Data Start Marker

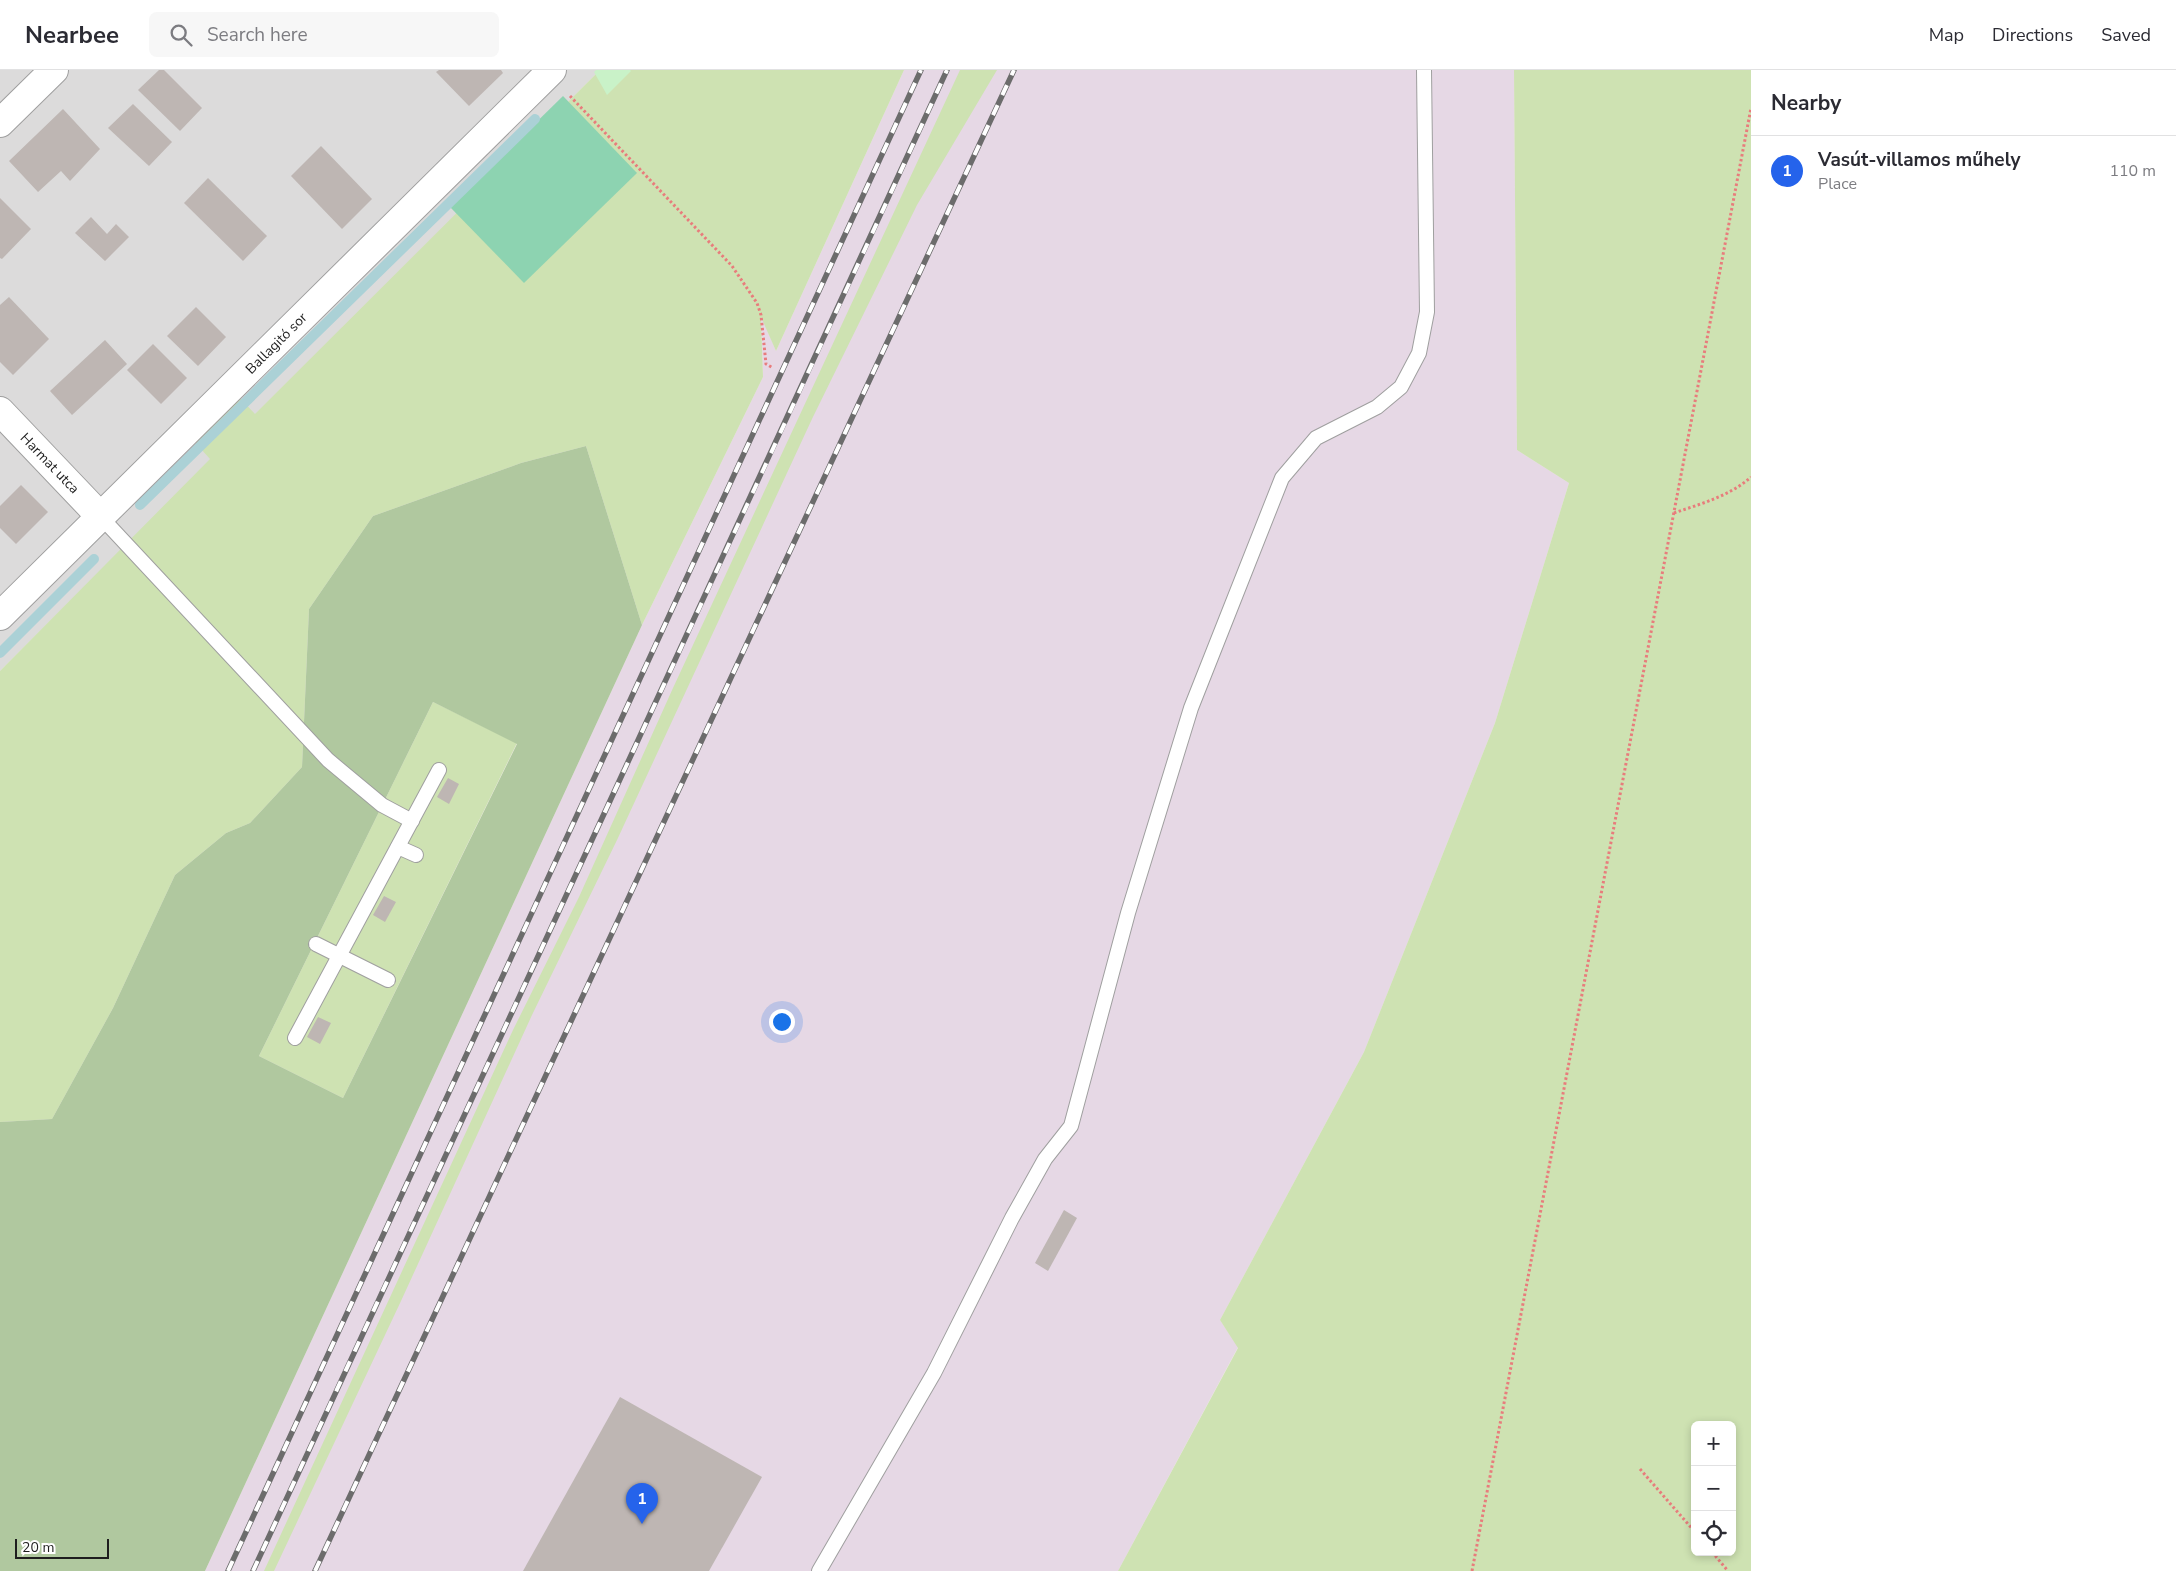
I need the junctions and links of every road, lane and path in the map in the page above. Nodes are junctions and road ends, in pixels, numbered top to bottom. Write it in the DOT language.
graph roads {
  1 [pos="54,70"];
  2 [pos="1424,70"];
  3 [pos="549,71"];
  4 [pos="1751,108"];
  5 [pos="0,123"];
  6 [pos="772,368"];
  7 [pos="0,411"];
  8 [pos="1751,477"];
  9 [pos="1674,513"];
  10 [pos="100,516"];
  11 [pos="0,616"];
  12 [pos="439,770"];
  13 [pos="412,821"];
  14 [pos="398,847"];
  15 [pos="416,855"];
  16 [pos="316,944"];
  17 [pos="340,955"];
  18 [pos="388,980"];
  19 [pos="295,1038"];
  20 [pos="1640,1469"];
  21 [pos="1691,1527"];
  22 [pos="1715,1556"];
  23 [pos="819,1571"];
  24 [pos="1472,1571"];
  25 [pos="1728,1571"];
  1 -- 5 [label="street"];
  2 -- 23 [label="lane"];
  3 -- 6 [label="path"];
  3 -- 10 [label="street, Ballagitó sor"];
  4 -- 9 [label="path"];
  7 -- 10 [label="street, Harmat utca"];
  8 -- 9 [label="path"];
  9 -- 24 [label="path"];
  10 -- 11 [label="street, Ballagitó sor"];
  10 -- 13 [label="lane"];
  12 -- 13 [label="lane"];
  13 -- 14 [label="lane"];
  14 -- 15 [label="lane"];
  14 -- 17 [label="lane"];
  16 -- 17 [label="lane"];
  17 -- 18 [label="lane"];
  17 -- 19 [label="lane"];
  20 -- 21 [label="path"];
  22 -- 25 [label="path"];
}
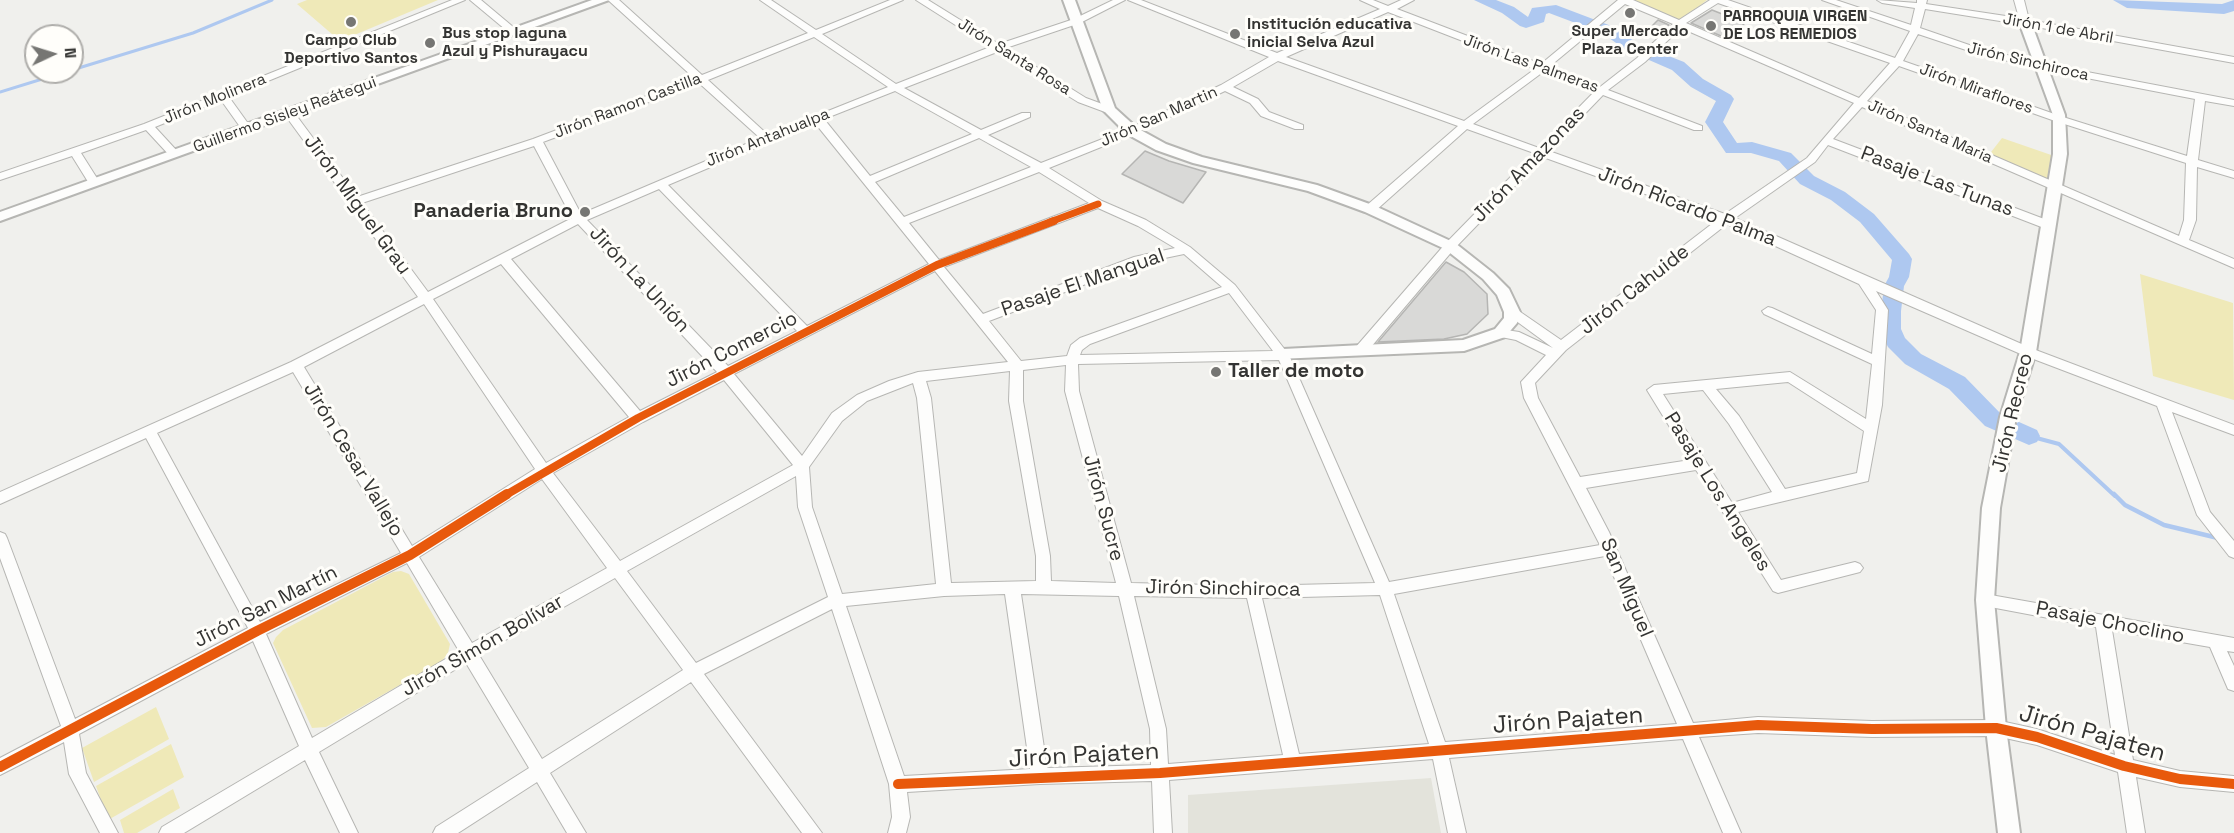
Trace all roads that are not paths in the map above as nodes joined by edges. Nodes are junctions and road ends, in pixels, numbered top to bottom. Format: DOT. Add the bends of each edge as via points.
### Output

Data End Marker

Task brief ->
With the pictures removed, please retype each record exactly.

Solution to the exercise ->
I need the junctions and links of every road, lane and path in the map in the page above. Nodes are junctions and road ends, in pixels, numbered top to bottom. Write it in the DOT language.
graph roads {
  1 [pos="54,70"];
  2 [pos="1424,70"];
  3 [pos="549,71"];
  4 [pos="1751,108"];
  5 [pos="0,123"];
  6 [pos="772,368"];
  7 [pos="0,411"];
  8 [pos="1751,477"];
  9 [pos="1674,513"];
  10 [pos="100,516"];
  11 [pos="0,616"];
  12 [pos="439,770"];
  13 [pos="412,821"];
  14 [pos="398,847"];
  15 [pos="416,855"];
  16 [pos="316,944"];
  17 [pos="340,955"];
  18 [pos="388,980"];
  19 [pos="295,1038"];
  20 [pos="1640,1469"];
  21 [pos="1691,1527"];
  22 [pos="1715,1556"];
  23 [pos="819,1571"];
  24 [pos="1472,1571"];
  25 [pos="1728,1571"];
  1 -- 5 [label="street"];
  2 -- 23 [label="lane"];
  3 -- 6 [label="path"];
  3 -- 10 [label="street, Ballagitó sor"];
  4 -- 9 [label="path"];
  7 -- 10 [label="street, Harmat utca"];
  8 -- 9 [label="path"];
  9 -- 24 [label="path"];
  10 -- 11 [label="street, Ballagitó sor"];
  10 -- 13 [label="lane"];
  12 -- 13 [label="lane"];
  13 -- 14 [label="lane"];
  14 -- 15 [label="lane"];
  14 -- 17 [label="lane"];
  16 -- 17 [label="lane"];
  17 -- 18 [label="lane"];
  17 -- 19 [label="lane"];
  20 -- 21 [label="path"];
  22 -- 25 [label="path"];
}
Trace all roads that are not paths in the map above as nodes joined by edges. Nodes are junctions and road ends, in pixels, numbered top to bottom. Format: DOT. Add the bends of each edge as via points.
### Output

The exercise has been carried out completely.